Problem details
Take every line from the data that has the word "nodes" in it.

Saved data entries

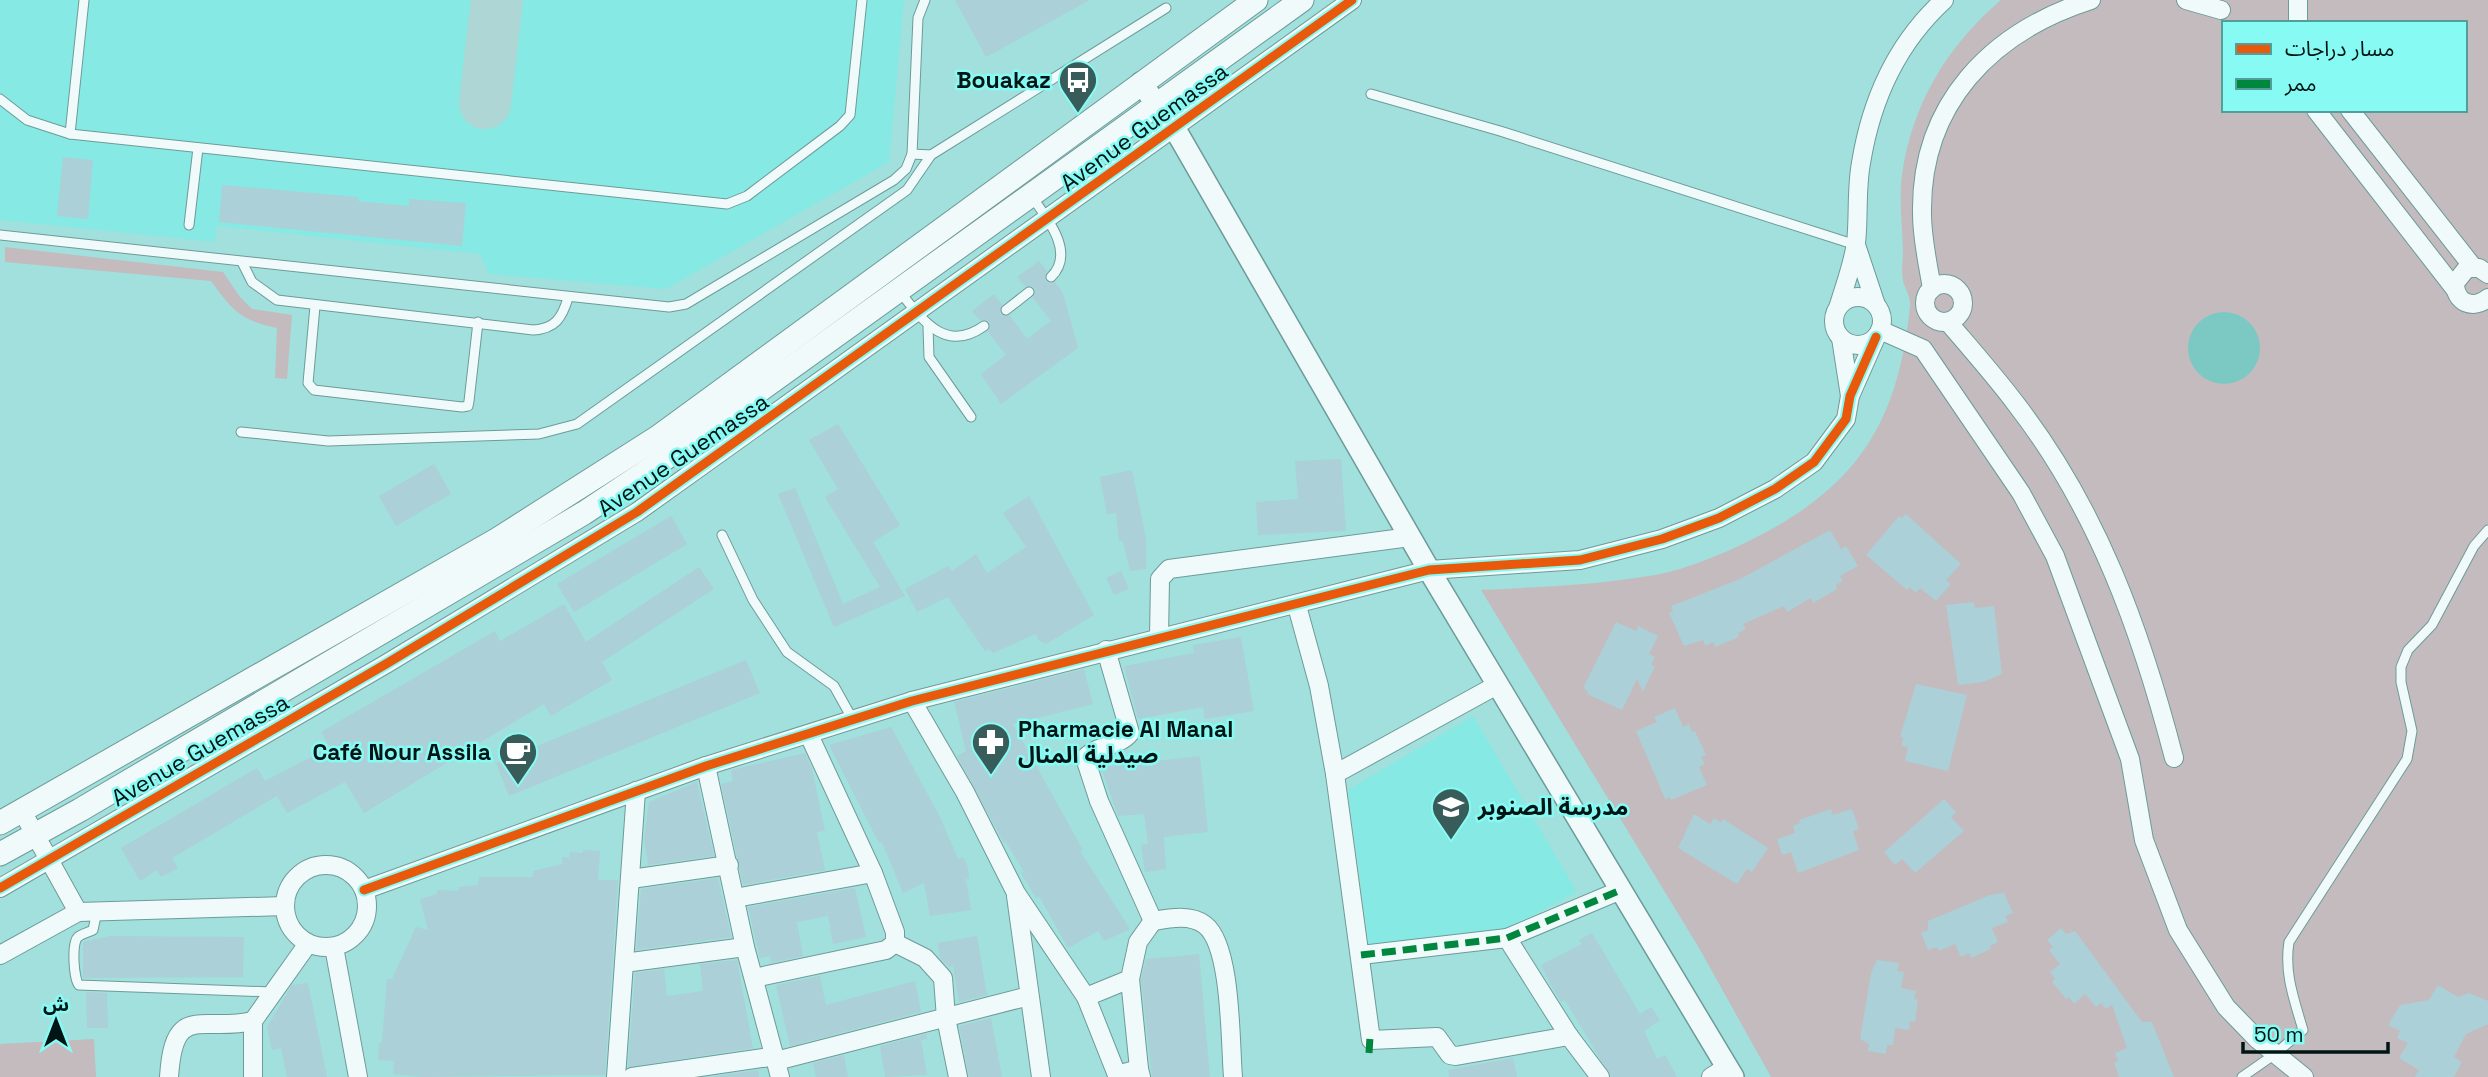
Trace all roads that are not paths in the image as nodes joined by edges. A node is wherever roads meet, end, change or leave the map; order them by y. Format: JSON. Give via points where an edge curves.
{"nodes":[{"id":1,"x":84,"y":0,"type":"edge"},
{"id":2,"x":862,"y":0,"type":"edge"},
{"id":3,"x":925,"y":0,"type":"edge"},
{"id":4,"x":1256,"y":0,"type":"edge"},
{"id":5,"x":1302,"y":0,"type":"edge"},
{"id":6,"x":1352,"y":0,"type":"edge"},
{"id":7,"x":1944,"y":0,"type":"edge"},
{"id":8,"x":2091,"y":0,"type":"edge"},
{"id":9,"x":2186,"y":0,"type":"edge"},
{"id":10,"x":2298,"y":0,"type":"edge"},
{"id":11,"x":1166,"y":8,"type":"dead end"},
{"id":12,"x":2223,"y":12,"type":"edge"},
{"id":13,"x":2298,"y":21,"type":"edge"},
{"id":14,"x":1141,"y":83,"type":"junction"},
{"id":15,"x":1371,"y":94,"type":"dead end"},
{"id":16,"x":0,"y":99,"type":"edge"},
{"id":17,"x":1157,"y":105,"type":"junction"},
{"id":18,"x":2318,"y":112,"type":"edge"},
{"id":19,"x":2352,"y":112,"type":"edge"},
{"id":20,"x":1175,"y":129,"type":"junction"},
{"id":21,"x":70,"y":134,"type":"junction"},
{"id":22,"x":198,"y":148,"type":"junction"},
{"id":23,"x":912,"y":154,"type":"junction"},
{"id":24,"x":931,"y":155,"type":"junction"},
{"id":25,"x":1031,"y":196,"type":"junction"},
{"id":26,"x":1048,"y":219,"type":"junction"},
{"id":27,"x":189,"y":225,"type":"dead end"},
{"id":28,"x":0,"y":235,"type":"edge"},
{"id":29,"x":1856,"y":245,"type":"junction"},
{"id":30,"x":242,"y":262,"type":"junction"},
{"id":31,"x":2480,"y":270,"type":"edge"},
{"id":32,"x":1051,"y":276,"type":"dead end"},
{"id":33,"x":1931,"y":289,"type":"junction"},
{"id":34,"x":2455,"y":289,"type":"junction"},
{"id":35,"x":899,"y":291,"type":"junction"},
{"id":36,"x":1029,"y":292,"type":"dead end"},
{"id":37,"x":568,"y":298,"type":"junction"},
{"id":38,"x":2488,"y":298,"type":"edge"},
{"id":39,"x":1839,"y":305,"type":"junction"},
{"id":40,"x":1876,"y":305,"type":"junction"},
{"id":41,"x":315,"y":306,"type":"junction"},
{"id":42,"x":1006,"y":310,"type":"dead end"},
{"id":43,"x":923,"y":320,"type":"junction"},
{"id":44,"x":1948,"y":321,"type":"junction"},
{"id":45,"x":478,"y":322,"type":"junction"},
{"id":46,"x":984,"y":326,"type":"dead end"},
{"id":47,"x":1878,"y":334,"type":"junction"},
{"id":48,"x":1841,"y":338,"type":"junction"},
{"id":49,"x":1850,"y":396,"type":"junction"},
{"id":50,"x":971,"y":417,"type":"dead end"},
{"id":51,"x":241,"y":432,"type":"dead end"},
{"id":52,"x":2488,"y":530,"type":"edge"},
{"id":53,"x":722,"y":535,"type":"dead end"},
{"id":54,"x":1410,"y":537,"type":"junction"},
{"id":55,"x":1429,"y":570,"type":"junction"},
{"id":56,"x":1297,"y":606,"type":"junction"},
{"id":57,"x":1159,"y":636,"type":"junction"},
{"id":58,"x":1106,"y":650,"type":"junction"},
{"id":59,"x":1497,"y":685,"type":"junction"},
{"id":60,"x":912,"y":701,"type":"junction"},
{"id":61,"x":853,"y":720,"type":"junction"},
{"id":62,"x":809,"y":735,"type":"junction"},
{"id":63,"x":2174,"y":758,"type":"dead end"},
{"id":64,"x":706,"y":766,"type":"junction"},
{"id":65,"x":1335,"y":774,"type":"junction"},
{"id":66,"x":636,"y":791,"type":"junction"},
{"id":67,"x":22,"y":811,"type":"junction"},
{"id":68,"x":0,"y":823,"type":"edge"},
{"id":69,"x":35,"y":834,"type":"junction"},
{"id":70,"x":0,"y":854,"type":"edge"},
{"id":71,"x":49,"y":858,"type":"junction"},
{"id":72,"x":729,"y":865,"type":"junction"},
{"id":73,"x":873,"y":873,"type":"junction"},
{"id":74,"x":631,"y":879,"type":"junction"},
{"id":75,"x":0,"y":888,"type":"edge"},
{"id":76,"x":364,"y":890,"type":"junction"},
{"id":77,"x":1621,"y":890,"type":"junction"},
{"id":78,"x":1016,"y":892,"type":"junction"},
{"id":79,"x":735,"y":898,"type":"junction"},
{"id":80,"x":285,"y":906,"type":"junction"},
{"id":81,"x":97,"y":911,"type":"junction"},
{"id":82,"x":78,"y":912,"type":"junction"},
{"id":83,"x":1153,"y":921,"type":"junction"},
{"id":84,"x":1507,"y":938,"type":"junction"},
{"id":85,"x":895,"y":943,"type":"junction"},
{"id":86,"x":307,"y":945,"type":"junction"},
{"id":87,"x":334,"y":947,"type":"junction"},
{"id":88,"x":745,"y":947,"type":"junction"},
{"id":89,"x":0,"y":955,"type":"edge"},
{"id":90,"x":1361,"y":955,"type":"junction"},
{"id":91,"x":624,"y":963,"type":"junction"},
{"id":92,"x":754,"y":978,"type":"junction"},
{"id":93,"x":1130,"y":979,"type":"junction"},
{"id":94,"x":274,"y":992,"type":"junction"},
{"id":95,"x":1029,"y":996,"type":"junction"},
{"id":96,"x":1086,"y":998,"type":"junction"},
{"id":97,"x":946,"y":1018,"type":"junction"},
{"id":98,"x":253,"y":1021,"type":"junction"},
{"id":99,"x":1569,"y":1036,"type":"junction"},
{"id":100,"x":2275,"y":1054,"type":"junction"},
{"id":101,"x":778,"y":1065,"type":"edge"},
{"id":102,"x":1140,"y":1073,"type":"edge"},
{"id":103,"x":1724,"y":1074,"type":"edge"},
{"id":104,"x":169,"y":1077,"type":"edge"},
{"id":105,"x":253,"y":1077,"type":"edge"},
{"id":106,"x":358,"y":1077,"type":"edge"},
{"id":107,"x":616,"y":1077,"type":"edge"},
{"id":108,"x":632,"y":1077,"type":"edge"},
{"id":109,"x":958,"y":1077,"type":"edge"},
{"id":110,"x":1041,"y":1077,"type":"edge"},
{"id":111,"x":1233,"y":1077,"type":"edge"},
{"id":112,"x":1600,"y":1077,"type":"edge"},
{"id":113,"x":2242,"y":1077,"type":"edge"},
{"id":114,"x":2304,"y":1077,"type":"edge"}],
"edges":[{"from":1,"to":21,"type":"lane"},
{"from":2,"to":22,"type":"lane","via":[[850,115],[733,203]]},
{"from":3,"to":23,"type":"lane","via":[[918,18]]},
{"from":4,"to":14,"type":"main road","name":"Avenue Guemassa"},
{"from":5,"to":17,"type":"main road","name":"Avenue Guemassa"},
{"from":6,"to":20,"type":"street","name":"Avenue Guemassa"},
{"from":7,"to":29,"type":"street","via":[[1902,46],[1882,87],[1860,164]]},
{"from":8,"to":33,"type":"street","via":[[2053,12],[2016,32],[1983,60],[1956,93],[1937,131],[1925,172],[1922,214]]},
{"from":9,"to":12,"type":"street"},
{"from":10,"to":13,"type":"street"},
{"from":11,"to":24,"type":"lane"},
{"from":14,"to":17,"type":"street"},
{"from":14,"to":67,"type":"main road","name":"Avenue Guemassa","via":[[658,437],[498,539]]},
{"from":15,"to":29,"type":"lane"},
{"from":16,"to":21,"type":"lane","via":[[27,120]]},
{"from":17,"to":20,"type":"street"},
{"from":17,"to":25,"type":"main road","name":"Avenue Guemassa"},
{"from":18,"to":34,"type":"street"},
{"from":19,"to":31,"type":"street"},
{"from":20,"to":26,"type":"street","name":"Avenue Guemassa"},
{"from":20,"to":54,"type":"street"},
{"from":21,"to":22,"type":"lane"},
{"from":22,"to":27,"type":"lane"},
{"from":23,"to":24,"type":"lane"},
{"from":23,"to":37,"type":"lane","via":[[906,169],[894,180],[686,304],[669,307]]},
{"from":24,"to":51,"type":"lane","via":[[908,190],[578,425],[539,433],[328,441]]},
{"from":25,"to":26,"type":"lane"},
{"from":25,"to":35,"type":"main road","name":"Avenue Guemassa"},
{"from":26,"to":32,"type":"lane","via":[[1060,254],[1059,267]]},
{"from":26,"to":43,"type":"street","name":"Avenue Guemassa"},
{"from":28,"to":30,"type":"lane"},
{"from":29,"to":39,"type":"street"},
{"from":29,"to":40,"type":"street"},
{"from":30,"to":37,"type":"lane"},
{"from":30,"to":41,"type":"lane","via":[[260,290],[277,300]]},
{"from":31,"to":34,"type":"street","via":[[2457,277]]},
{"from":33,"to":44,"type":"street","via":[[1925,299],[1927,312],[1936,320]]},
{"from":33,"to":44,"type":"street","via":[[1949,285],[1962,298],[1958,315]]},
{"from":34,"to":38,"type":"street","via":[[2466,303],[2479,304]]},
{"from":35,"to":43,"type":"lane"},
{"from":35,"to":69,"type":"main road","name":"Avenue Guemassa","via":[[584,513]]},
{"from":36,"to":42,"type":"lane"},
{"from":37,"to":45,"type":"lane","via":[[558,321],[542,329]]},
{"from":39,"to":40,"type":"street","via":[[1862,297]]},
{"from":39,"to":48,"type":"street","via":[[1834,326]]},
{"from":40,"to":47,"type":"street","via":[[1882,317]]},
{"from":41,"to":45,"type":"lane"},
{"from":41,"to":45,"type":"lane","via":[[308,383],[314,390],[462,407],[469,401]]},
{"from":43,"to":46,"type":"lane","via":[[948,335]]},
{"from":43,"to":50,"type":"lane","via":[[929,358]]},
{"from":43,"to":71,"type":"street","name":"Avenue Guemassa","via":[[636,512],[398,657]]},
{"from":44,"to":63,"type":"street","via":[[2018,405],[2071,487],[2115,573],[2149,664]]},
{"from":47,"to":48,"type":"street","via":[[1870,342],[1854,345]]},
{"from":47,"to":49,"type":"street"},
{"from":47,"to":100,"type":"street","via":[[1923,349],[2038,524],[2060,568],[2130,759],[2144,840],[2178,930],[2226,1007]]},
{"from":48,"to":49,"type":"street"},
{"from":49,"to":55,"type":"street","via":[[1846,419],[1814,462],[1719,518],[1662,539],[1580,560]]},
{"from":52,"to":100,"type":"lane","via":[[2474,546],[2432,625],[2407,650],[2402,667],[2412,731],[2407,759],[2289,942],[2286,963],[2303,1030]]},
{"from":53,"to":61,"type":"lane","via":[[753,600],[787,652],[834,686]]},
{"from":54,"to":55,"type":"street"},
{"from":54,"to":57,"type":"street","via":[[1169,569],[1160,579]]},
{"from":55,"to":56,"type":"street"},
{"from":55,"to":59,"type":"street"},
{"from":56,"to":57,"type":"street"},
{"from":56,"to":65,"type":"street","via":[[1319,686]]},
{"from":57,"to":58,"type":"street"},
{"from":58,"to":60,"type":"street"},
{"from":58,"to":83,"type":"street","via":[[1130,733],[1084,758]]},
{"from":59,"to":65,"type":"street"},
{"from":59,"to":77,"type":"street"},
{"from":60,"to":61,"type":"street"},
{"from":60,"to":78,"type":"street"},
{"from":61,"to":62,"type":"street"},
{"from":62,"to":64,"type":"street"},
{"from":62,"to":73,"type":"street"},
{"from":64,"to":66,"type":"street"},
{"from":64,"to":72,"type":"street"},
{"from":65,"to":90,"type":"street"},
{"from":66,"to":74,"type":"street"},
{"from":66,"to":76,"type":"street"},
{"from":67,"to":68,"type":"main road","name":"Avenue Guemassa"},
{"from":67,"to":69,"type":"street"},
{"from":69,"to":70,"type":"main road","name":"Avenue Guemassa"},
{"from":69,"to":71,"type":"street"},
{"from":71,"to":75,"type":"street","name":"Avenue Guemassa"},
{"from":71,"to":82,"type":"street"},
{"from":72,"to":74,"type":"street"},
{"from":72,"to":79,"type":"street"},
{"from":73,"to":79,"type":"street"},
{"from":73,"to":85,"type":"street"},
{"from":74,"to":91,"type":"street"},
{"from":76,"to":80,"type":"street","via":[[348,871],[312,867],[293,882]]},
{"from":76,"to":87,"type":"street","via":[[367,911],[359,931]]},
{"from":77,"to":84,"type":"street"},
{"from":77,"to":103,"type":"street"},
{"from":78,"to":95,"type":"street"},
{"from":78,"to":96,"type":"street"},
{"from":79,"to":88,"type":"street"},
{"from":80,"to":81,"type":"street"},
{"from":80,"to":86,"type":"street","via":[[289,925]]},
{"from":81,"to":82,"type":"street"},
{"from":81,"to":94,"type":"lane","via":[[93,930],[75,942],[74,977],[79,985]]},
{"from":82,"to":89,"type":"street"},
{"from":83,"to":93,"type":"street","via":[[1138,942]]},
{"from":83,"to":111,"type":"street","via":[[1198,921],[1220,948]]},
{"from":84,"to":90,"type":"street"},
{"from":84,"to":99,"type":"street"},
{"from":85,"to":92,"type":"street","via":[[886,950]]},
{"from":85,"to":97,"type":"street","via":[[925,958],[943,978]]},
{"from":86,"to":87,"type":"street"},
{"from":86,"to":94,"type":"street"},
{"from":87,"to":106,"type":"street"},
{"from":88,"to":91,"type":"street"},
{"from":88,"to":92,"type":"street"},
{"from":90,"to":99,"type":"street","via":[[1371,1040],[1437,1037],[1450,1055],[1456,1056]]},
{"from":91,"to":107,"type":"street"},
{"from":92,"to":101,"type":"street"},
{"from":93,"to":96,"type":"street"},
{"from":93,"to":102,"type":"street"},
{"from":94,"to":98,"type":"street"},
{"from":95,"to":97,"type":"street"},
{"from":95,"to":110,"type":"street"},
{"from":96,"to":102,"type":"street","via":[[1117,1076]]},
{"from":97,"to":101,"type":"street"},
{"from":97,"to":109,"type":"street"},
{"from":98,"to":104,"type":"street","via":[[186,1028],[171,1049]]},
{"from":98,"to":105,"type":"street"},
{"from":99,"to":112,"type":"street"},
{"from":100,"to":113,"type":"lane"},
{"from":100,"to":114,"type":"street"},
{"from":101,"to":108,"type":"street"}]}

Response below
Trace all roads that are not paths in the image as nodes joined by edges. A node is wherever roads meet, end, change or leave the map; order them by y. Format: JSON. Give via points where an edge curves.
{"nodes":[{"id":1,"x":84,"y":0,"type":"edge"},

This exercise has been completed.